**** DATA SHOWN
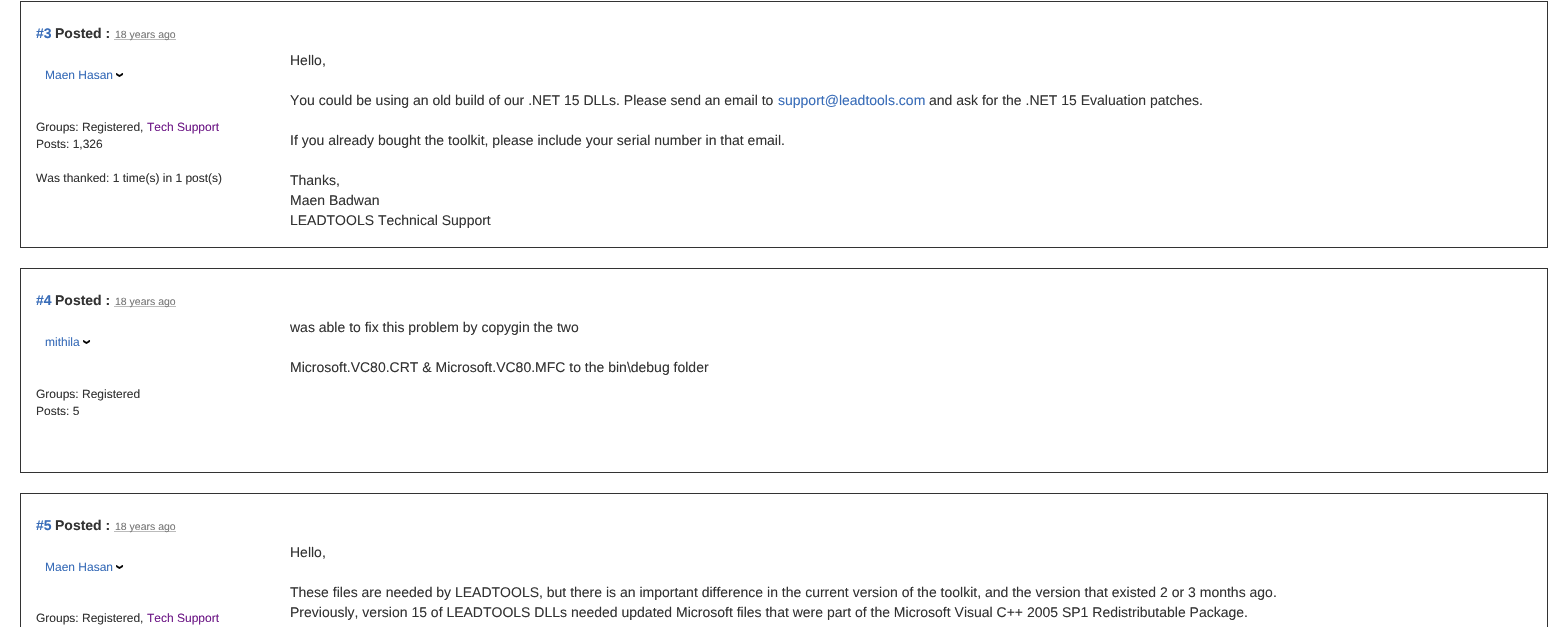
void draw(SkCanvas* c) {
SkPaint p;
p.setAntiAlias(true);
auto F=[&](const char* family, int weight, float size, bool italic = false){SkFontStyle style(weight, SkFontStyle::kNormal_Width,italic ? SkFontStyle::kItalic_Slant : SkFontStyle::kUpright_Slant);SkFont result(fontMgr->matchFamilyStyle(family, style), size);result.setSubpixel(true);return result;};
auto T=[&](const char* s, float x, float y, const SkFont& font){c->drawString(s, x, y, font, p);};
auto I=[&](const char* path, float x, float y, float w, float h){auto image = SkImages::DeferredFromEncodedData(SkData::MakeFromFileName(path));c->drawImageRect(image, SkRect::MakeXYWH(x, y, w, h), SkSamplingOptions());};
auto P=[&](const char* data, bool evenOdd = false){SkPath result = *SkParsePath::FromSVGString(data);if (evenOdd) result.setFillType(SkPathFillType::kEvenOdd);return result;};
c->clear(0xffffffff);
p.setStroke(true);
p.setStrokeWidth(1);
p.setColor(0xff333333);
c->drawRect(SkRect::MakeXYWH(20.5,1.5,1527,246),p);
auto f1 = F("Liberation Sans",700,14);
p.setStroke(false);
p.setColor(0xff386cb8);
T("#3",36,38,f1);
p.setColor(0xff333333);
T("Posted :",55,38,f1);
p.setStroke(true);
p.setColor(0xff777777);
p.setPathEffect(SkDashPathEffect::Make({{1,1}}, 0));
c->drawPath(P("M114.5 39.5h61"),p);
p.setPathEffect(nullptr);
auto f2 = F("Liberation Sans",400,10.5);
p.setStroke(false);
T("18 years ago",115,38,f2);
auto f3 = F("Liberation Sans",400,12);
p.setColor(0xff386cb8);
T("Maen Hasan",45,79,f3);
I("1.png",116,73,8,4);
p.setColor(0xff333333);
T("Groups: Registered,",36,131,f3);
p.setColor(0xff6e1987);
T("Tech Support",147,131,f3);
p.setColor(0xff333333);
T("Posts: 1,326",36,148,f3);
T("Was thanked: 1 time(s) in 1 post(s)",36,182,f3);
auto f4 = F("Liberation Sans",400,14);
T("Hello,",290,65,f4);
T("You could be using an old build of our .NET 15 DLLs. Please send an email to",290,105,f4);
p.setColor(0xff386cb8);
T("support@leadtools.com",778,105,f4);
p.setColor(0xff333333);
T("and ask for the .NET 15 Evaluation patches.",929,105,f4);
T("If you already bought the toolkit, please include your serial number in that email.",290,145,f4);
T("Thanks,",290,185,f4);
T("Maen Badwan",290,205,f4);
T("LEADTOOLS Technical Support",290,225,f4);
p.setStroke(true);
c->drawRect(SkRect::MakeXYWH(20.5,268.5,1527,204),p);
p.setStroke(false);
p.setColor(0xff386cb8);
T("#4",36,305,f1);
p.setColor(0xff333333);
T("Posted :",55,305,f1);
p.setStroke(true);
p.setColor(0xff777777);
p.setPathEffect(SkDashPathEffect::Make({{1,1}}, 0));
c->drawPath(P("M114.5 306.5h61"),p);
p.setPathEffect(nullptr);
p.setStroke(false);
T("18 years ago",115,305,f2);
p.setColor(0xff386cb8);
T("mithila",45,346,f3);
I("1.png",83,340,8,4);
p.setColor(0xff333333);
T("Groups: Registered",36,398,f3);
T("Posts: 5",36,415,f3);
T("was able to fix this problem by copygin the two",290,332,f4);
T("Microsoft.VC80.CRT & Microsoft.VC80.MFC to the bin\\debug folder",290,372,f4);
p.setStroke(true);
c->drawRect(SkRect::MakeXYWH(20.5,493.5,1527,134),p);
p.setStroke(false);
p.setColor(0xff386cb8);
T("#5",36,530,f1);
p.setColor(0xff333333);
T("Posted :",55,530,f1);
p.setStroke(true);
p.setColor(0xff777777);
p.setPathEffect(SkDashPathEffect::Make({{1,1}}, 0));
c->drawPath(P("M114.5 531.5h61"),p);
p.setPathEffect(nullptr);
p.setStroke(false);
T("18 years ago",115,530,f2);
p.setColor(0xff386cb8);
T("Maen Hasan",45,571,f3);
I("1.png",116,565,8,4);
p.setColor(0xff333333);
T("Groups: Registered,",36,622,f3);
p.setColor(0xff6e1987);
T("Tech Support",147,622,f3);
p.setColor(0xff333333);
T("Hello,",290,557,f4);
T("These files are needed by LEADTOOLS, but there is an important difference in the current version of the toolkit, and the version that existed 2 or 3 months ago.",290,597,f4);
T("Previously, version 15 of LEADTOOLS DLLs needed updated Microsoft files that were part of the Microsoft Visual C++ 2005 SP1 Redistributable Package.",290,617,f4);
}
********
→ TASK TO CARRY OUT: What are the lines of the data above that include the string "float"? Copy them.

→ RESULT BELOW:
auto F=[&](const char* family, int weight, float size, bool italic = false){SkFontStyle style(weight, SkFontStyle::kNormal_Width,italic ? SkFontStyle::kItalic_Slant : SkFontStyle::kUpright_Slant);SkFont result(fontMgr->matchFamilyStyle(family, style), size);result.setSubpixel(true);return result;};
auto T=[&](const char* s, float x, float y, const SkFont& font){c->drawString(s, x, y, font, p);};
auto I=[&](const char* path, float x, float y, float w, float h){auto image = SkImages::DeferredFromEncodedData(SkData::MakeFromFileName(path));c->drawImageRect(image, SkRect::MakeXYWH(x, y, w, h), SkSamplingOptions());};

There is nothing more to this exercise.